- WHAT YOU HAVE TO DO
An exact, line-by-line copy is needed, beginning at the line with "I need the junctions" and ending at the last line of the listing below.

- DATA SUPPLIED
----

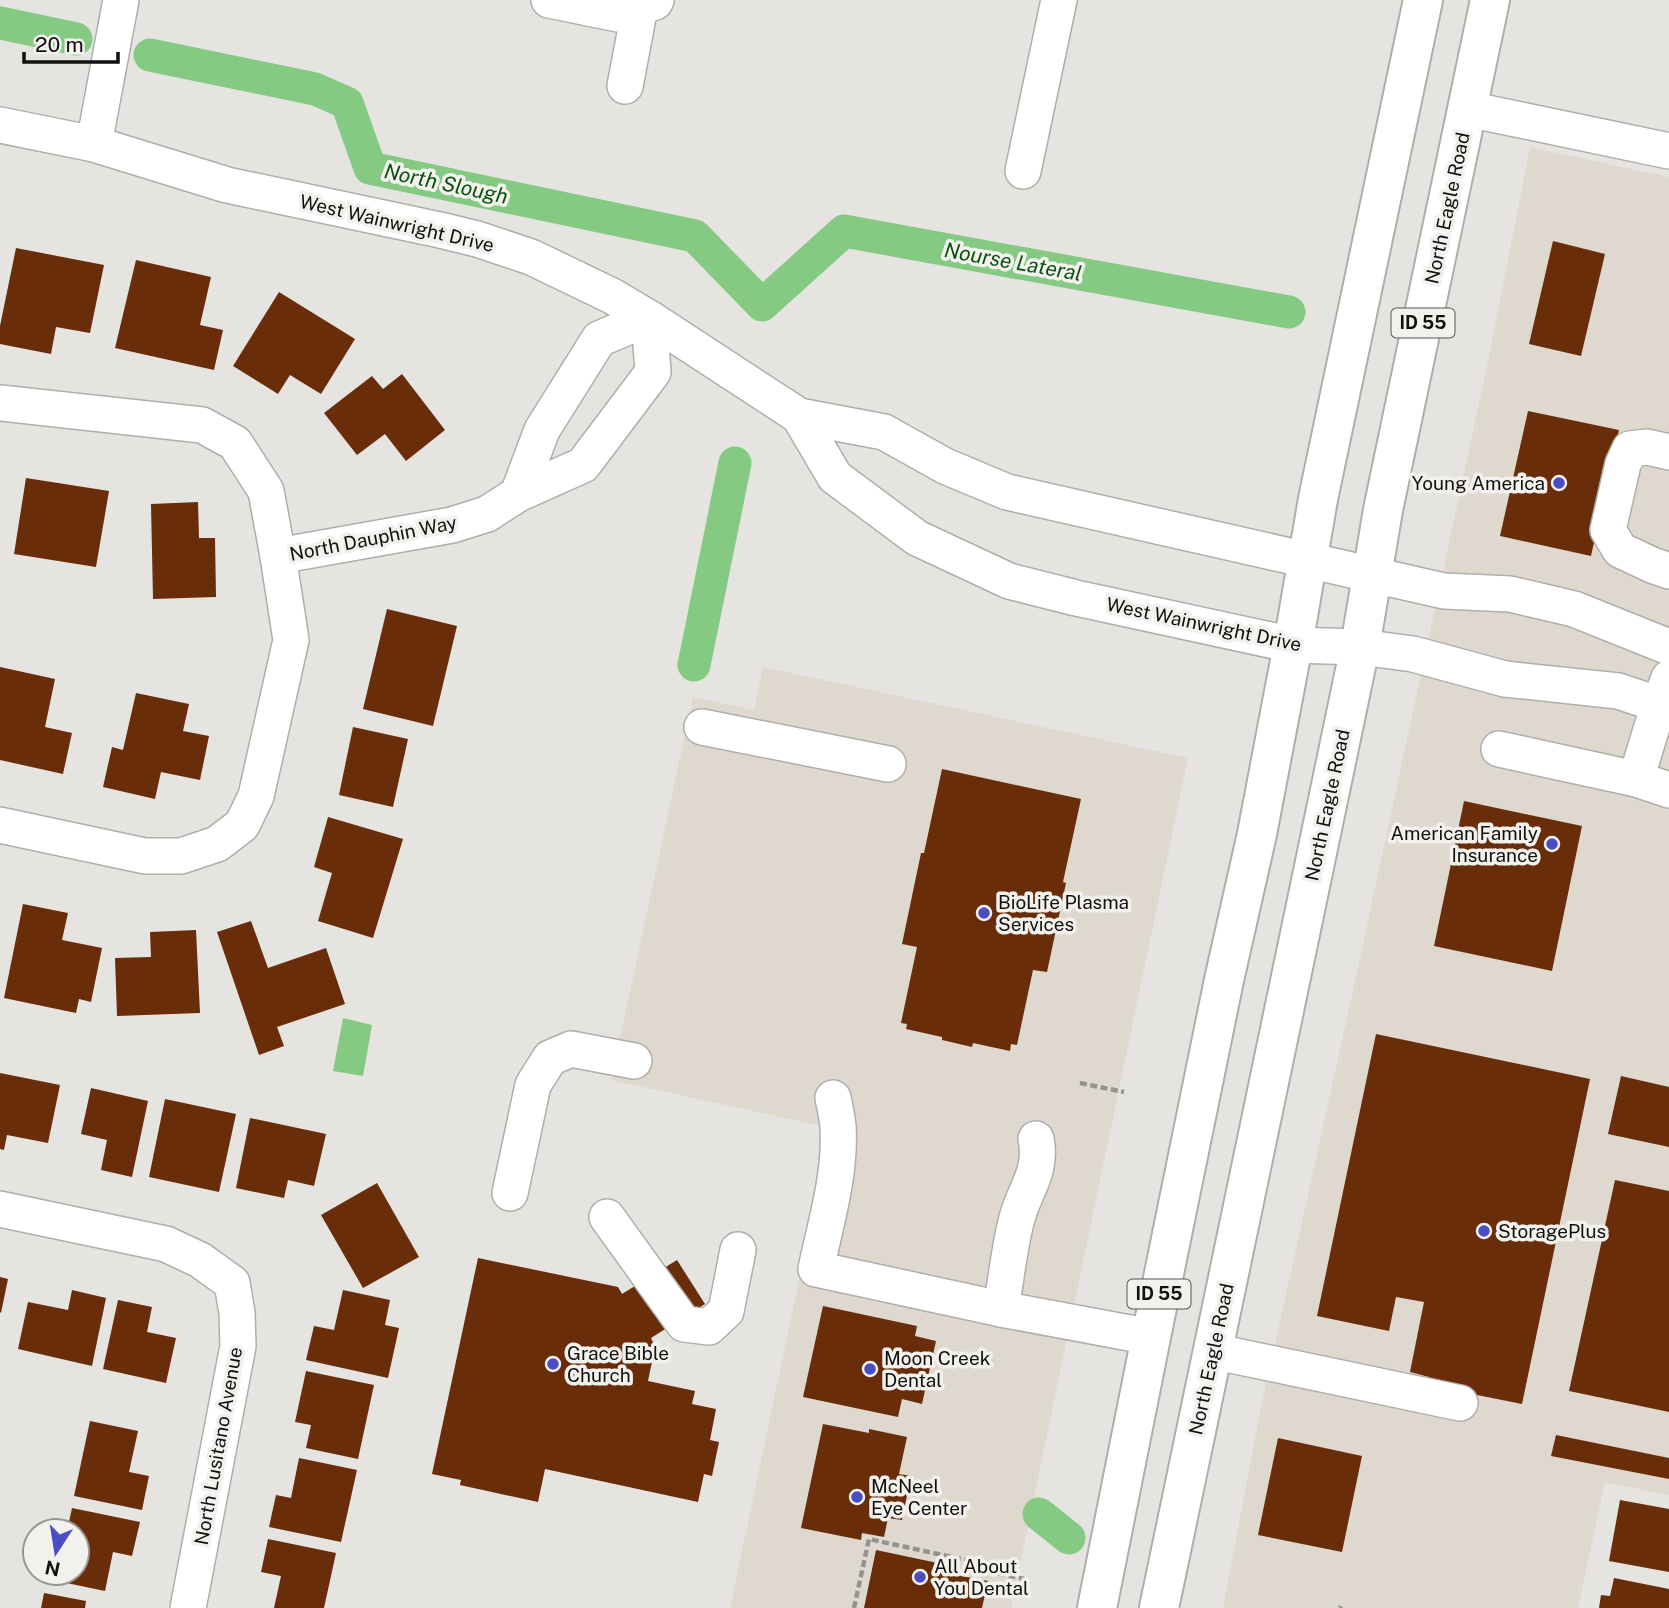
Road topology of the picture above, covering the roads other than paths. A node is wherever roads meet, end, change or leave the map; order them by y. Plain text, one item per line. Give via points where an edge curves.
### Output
1 (121, 0) edge
2 (549, 0) edge
3 (1059, 0) edge
4 (1423, 0) edge
5 (1490, 0) edge
6 (648, 4) edge
7 (625, 86) dead end
8 (1468, 109) junction
9 (0, 125) edge
10 (94, 144) junction
11 (1669, 151) edge
12 (1023, 171) dead end
13 (649, 318) junction
14 (0, 403) edge
15 (799, 416) junction
16 (1669, 452) edge
17 (518, 494) junction
18 (278, 556) junction
19 (1307, 560) junction
20 (1669, 571) edge
21 (1372, 574) junction
22 (1293, 645) junction
23 (1360, 647) junction
24 (1669, 647) edge
25 (1666, 697) edge
26 (702, 727) dead end
27 (1499, 749) dead end
28 (888, 764) dead end
29 (1636, 779) junction
30 (1669, 790) edge
31 (0, 825) edge
32 (634, 1061) dead end
33 (833, 1098) dead end
34 (1037, 1139) dead end
35 (509, 1193) dead end
36 (0, 1209) edge
37 (607, 1217) dead end
38 (738, 1250) dead end
39 (1001, 1308) junction
40 (1150, 1337) junction
41 (1212, 1351) junction
42 (1460, 1404) dead end
43 (188, 1608) edge
44 (1097, 1608) edge
45 (1159, 1608) edge

1 - 10 street
2 - 6 street via 618,14
3 - 12 street
4 - 19 highway, ID 55
5 - 8 highway, North Eagle Road / ID 55
6 - 7 street
8 - 11 street
8 - 21 highway, North Eagle Road / ID 55
9 - 10 street, West Wainwright Drive
10 - 13 street, West Wainwright Drive via 227,185 477,239 531,257
13 - 15 street, West Wainwright Drive
13 - 17 street via 599,339 542,430
13 - 17 street, North Dauphin Way via 653,372 583,465
14 - 18 street via 202,425 235,443 266,491
15 - 19 street, West Wainwright Drive via 884,432 945,466 1007,492
15 - 22 street, West Wainwright Drive via 835,477 917,538 1009,581
16 - 20 street via 1630,449 1608,530 1620,550
17 - 18 street, North Dauphin Way via 487,514 452,525
18 - 31 street, North Dauphin Way via 291,640 256,796 242,825 217,844 181,856 145,856
19 - 21 street, West Wainwright Drive
19 - 22 highway, ID 55
21 - 23 highway, North Eagle Road / ID 55
21 - 24 street, West Wainwright Drive via 1444,591 1510,594 1574,609
22 - 23 street, West Wainwright Drive
22 - 40 highway, ID 55
23 - 25 street, West Wainwright Drive via 1413,654 1505,679
23 - 41 highway, North Eagle Road / ID 55
25 - 29 street
26 - 28 street
27 - 29 street
29 - 30 street
32 - 35 street via 571,1049 550,1058 533,1084
33 - 39 street via 838,1124 835,1181 816,1269
34 - 39 street via 1038,1164 1016,1220
36 - 43 street, North Lusitano Avenue via 166,1244 200,1260 232,1283 238,1346
37 - 38 street via 684,1324 709,1327 726,1311
39 - 40 street
40 - 44 highway, ID 55
41 - 42 street
41 - 45 highway, North Eagle Road / ID 55

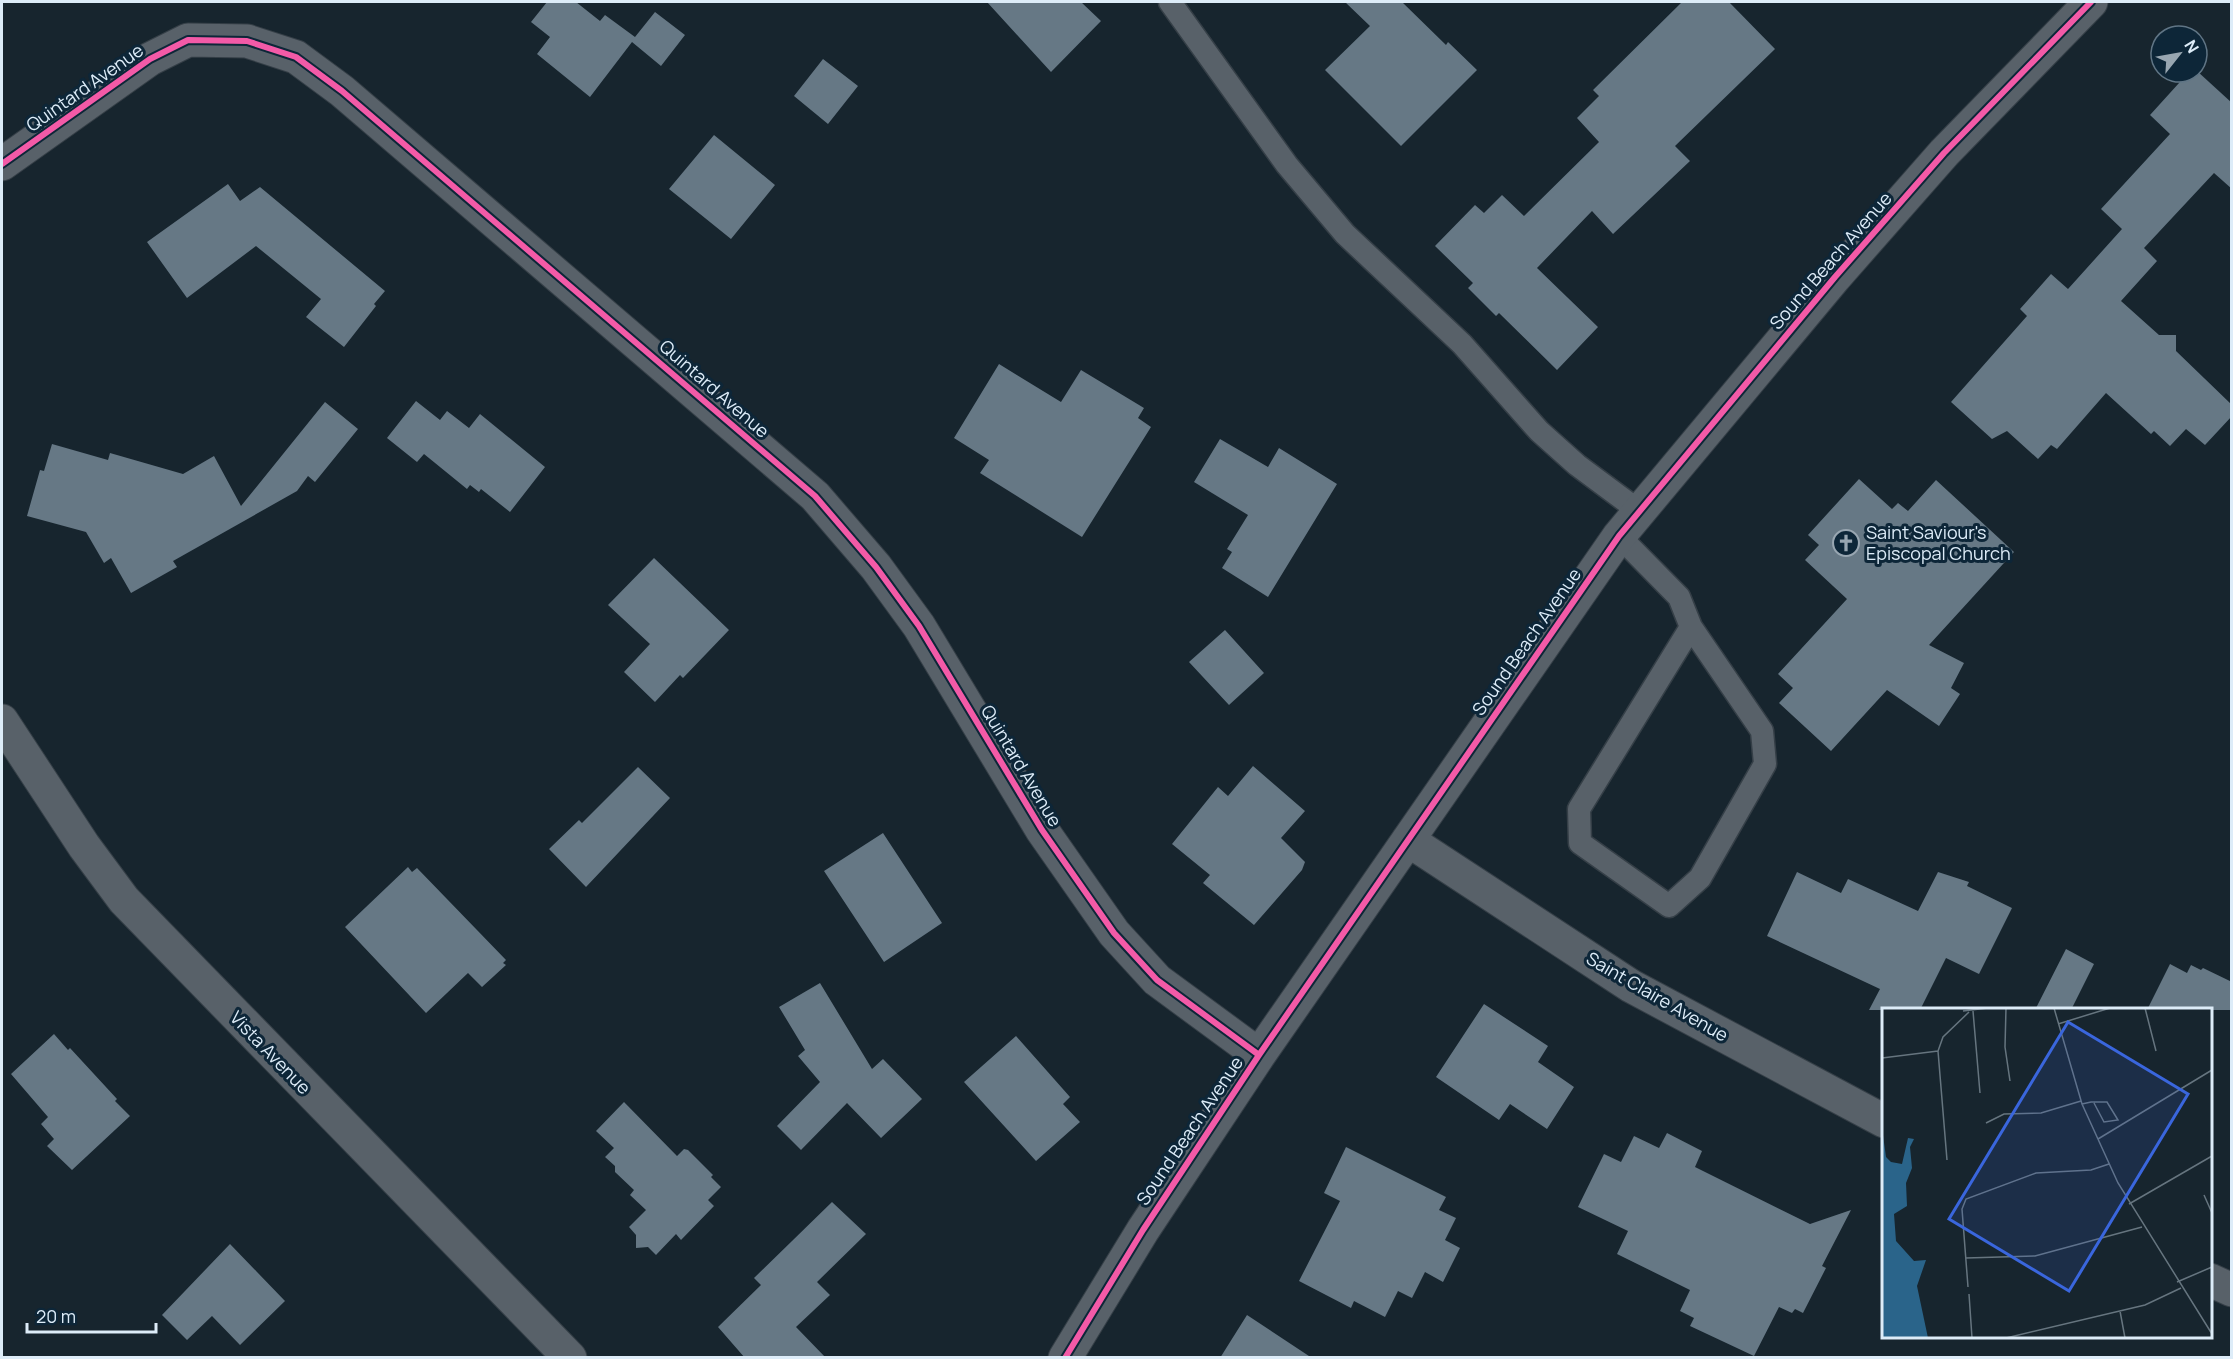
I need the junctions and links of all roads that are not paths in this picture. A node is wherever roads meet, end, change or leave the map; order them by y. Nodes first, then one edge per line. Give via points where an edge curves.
1 (1170, 2) edge
2 (2091, 2) edge
3 (2, 164) edge
4 (1640, 511) junction
5 (1619, 536) junction
6 (1690, 627) junction
7 (2, 720) edge
8 (1408, 840) junction
9 (1259, 1055) junction
10 (1882, 1120) edge
11 (2212, 1280) edge
12 (2232, 1290) edge
13 (570, 1358) edge
14 (1065, 1358) edge

1 - 4 lane via 1287,165 1345,234 1462,344 1539,431 1577,465
2 - 4 street, Sound Beach Avenue via 1944,153
3 - 9 street, Quintard Avenue via 150,59 189,40 247,41 296,57 359,106 815,496 876,567 919,626 1042,830 1114,933 1157,981
4 - 5 street, Sound Beach Avenue
5 - 6 lane via 1679,597
5 - 8 street, Sound Beach Avenue
6 - 6 lane via 1579,809 1580,843 1669,906 1700,878 1765,764 1762,731
7 - 13 street, Vista Avenue via 124,900
8 - 9 street, Sound Beach Avenue
8 - 10 street, Saint Claire Avenue via 1631,986
9 - 14 street, Sound Beach Avenue via 1143,1230
11 - 12 street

----

- ANSWER SECTION
I need the junctions and links of all roads that are not paths in this picture. A node is wherever roads meet, end, change or leave the map; order them by y. Nodes first, then one edge per line. Give via points where an edge curves.
1 (1170, 2) edge
2 (2091, 2) edge
3 (2, 164) edge
4 (1640, 511) junction
5 (1619, 536) junction
6 (1690, 627) junction
7 (2, 720) edge
8 (1408, 840) junction
9 (1259, 1055) junction
10 (1882, 1120) edge
11 (2212, 1280) edge
12 (2232, 1290) edge
13 (570, 1358) edge
14 (1065, 1358) edge

1 - 4 lane via 1287,165 1345,234 1462,344 1539,431 1577,465
2 - 4 street, Sound Beach Avenue via 1944,153
3 - 9 street, Quintard Avenue via 150,59 189,40 247,41 296,57 359,106 815,496 876,567 919,626 1042,830 1114,933 1157,981
4 - 5 street, Sound Beach Avenue
5 - 6 lane via 1679,597
5 - 8 street, Sound Beach Avenue
6 - 6 lane via 1579,809 1580,843 1669,906 1700,878 1765,764 1762,731
7 - 13 street, Vista Avenue via 124,900
8 - 9 street, Sound Beach Avenue
8 - 10 street, Saint Claire Avenue via 1631,986
9 - 14 street, Sound Beach Avenue via 1143,1230
11 - 12 street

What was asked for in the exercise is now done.